= Task statement =
Transcribe each line below verbatim; pictures excluded.

--- Provided data Enclosed Below ---

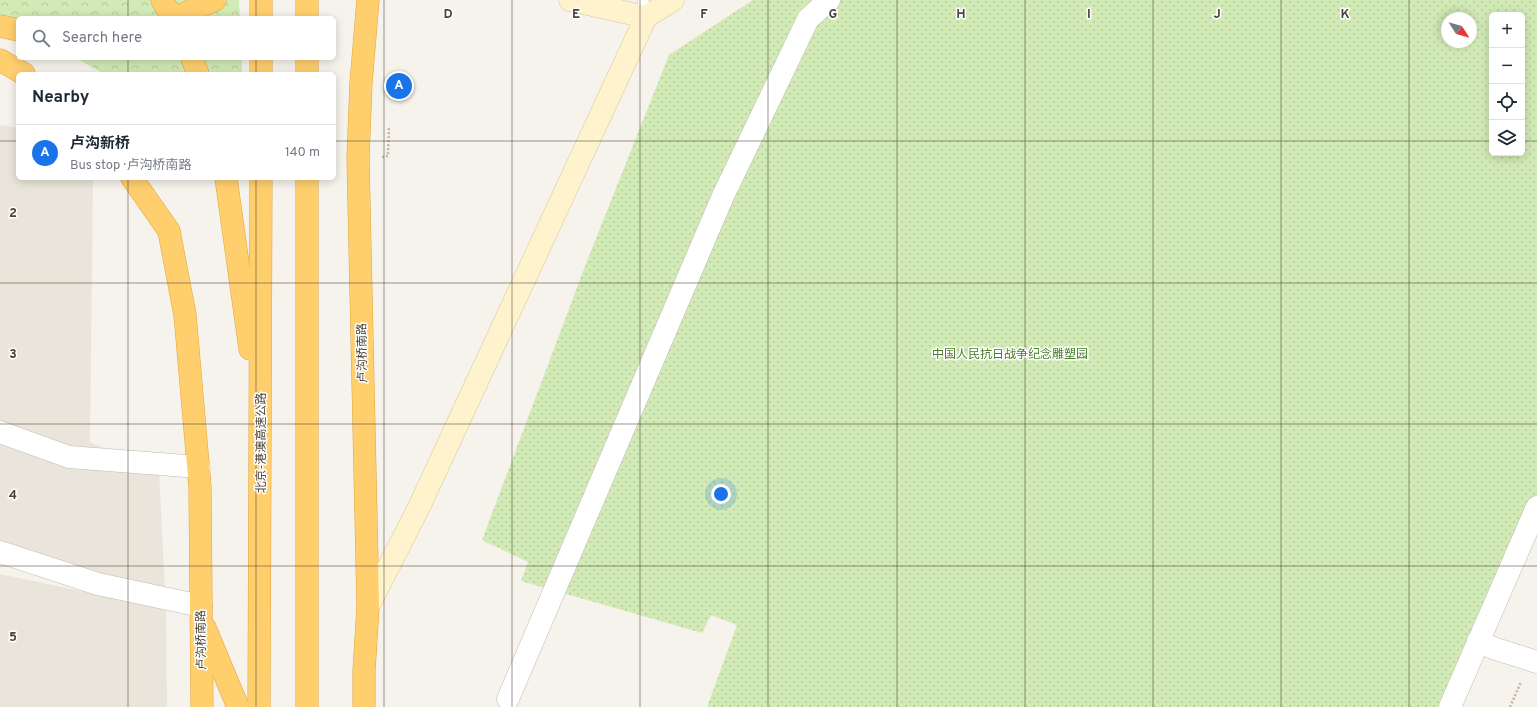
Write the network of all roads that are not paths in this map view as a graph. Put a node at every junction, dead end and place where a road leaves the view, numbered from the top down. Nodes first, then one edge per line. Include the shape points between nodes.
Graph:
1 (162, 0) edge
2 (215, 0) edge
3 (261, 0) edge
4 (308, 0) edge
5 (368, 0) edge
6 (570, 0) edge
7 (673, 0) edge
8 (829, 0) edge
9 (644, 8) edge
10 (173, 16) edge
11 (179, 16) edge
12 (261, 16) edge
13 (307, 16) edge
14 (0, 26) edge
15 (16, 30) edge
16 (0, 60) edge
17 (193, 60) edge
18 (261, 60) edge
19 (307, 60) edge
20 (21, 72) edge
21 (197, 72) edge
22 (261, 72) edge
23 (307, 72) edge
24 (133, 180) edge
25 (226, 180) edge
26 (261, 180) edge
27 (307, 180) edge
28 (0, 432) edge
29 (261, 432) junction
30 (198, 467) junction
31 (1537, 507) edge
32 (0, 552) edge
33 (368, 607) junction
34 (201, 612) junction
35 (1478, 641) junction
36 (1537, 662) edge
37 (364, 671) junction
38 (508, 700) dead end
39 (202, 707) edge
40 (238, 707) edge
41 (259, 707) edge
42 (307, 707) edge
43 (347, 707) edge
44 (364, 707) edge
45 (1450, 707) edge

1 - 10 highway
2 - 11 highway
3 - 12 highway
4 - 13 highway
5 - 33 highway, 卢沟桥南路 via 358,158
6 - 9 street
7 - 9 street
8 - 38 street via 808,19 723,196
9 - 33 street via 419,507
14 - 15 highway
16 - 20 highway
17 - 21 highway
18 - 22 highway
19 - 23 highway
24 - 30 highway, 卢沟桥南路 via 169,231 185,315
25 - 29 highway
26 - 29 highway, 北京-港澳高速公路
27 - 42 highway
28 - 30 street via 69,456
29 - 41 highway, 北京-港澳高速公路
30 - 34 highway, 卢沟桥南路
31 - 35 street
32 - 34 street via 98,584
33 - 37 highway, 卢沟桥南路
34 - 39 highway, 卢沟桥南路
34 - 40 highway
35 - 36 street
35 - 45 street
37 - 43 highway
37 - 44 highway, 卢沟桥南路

--- End of Enclosed Provided data ---

= Expected output =
Write the network of all roads that are not paths in this map view as a graph. Put a node at every junction, dead end and place where a road leaves the view, numbered from the top down. Nodes first, then one edge per line. Include the shape points between nodes.
Graph:
1 (162, 0) edge
2 (215, 0) edge
3 (261, 0) edge
4 (308, 0) edge
5 (368, 0) edge
6 (570, 0) edge
7 (673, 0) edge
8 (829, 0) edge
9 (644, 8) edge
10 (173, 16) edge
11 (179, 16) edge
12 (261, 16) edge
13 (307, 16) edge
14 (0, 26) edge
15 (16, 30) edge
16 (0, 60) edge
17 (193, 60) edge
18 (261, 60) edge
19 (307, 60) edge
20 (21, 72) edge
21 (197, 72) edge
22 (261, 72) edge
23 (307, 72) edge
24 (133, 180) edge
25 (226, 180) edge
26 (261, 180) edge
27 (307, 180) edge
28 (0, 432) edge
29 (261, 432) junction
30 (198, 467) junction
31 (1537, 507) edge
32 (0, 552) edge
33 (368, 607) junction
34 (201, 612) junction
35 (1478, 641) junction
36 (1537, 662) edge
37 (364, 671) junction
38 (508, 700) dead end
39 (202, 707) edge
40 (238, 707) edge
41 (259, 707) edge
42 (307, 707) edge
43 (347, 707) edge
44 (364, 707) edge
45 (1450, 707) edge

1 - 10 highway
2 - 11 highway
3 - 12 highway
4 - 13 highway
5 - 33 highway, 卢沟桥南路 via 358,158
6 - 9 street
7 - 9 street
8 - 38 street via 808,19 723,196
9 - 33 street via 419,507
14 - 15 highway
16 - 20 highway
17 - 21 highway
18 - 22 highway
19 - 23 highway
24 - 30 highway, 卢沟桥南路 via 169,231 185,315
25 - 29 highway
26 - 29 highway, 北京-港澳高速公路
27 - 42 highway
28 - 30 street via 69,456
29 - 41 highway, 北京-港澳高速公路
30 - 34 highway, 卢沟桥南路
31 - 35 street
32 - 34 street via 98,584
33 - 37 highway, 卢沟桥南路
34 - 39 highway, 卢沟桥南路
34 - 40 highway
35 - 36 street
35 - 45 street
37 - 43 highway
37 - 44 highway, 卢沟桥南路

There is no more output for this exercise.